=== Section Start ===

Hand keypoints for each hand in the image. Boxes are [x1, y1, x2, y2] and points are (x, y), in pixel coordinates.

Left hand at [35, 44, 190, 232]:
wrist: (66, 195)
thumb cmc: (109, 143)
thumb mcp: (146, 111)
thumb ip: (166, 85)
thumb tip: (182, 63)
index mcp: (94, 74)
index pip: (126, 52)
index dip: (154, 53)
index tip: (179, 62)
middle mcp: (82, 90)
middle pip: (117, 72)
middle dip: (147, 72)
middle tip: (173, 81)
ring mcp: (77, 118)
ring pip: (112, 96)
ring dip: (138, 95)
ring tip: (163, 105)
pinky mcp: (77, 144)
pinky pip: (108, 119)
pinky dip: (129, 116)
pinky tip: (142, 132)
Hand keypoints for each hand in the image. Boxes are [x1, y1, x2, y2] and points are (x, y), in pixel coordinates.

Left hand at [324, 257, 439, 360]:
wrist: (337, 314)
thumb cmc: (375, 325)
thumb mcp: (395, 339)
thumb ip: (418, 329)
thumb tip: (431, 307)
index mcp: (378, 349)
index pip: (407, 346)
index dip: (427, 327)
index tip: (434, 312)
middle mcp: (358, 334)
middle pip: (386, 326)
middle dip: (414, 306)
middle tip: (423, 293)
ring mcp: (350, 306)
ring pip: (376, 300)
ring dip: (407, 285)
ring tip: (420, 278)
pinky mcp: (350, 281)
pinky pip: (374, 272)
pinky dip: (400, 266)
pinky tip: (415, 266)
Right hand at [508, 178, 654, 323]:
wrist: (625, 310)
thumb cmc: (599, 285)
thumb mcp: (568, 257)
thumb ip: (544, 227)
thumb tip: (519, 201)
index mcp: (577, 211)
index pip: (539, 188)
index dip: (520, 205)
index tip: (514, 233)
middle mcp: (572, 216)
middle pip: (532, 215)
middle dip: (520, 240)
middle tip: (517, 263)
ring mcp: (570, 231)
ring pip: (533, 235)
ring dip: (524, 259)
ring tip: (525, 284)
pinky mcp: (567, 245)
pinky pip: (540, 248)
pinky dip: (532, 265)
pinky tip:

=== Section End ===

# [EXERCISE]
What's wanted is a faithful copy of each entry above.

# [RESPONSE AREA]
Hand keypoints for each hand in the image. Boxes are [x1, y1, x2, y2] and points are (x, y), in pixel coordinates.

Left hand at [35, 44, 190, 232]:
wrist: (66, 195)
thumb cmc: (109, 143)
thumb mcp: (146, 111)
thumb ip: (166, 85)
thumb tip: (182, 63)
index mcp: (94, 74)
index pip: (126, 52)
index dip: (154, 53)
index tip: (179, 62)
middle mcp: (82, 90)
middle pip: (117, 72)
middle dip: (147, 72)
middle tip: (173, 81)
ring mcp: (77, 118)
ring pip: (112, 96)
ring dip: (138, 95)
ring tip: (163, 105)
pinky mcp: (77, 144)
pinky pip: (108, 119)
pinky dip: (129, 116)
pinky tip: (142, 132)
Hand keypoints for each hand in the image. Boxes are [x1, y1, x2, y2] and points are (x, y), in pixel coordinates.

Left hand at [324, 257, 439, 360]:
wrist: (337, 314)
thumb cmc: (375, 325)
thumb mcp: (395, 339)
thumb ip: (418, 329)
thumb tip: (431, 307)
index mcp: (378, 349)
index pip: (407, 346)
index dip: (427, 327)
index tip: (434, 312)
middle mcp: (358, 334)
middle pip: (386, 326)
middle dip: (414, 306)
middle tip: (423, 293)
ring mcp: (350, 306)
ring pip: (376, 300)
ring dip: (407, 285)
ring tip: (420, 278)
pinky mcp: (350, 281)
pinky pip: (374, 272)
pinky dip: (400, 266)
pinky tip: (415, 266)
Right hand at [508, 178, 654, 323]:
wrist: (625, 310)
thumb cmc: (599, 285)
thumb mcp: (568, 257)
thumb ip: (544, 227)
thumb tip: (519, 201)
index mcp: (577, 211)
index pip: (539, 188)
index dip: (520, 205)
index tip: (514, 233)
middle mcp: (572, 216)
middle pip: (532, 215)
middle dip: (520, 240)
middle tip: (517, 263)
ring mcp: (570, 231)
ring pip: (533, 235)
ring dip: (524, 259)
ring tip: (525, 284)
pinky mcp: (567, 245)
pinky pip: (540, 248)
pinky dip: (532, 265)
pinky tip:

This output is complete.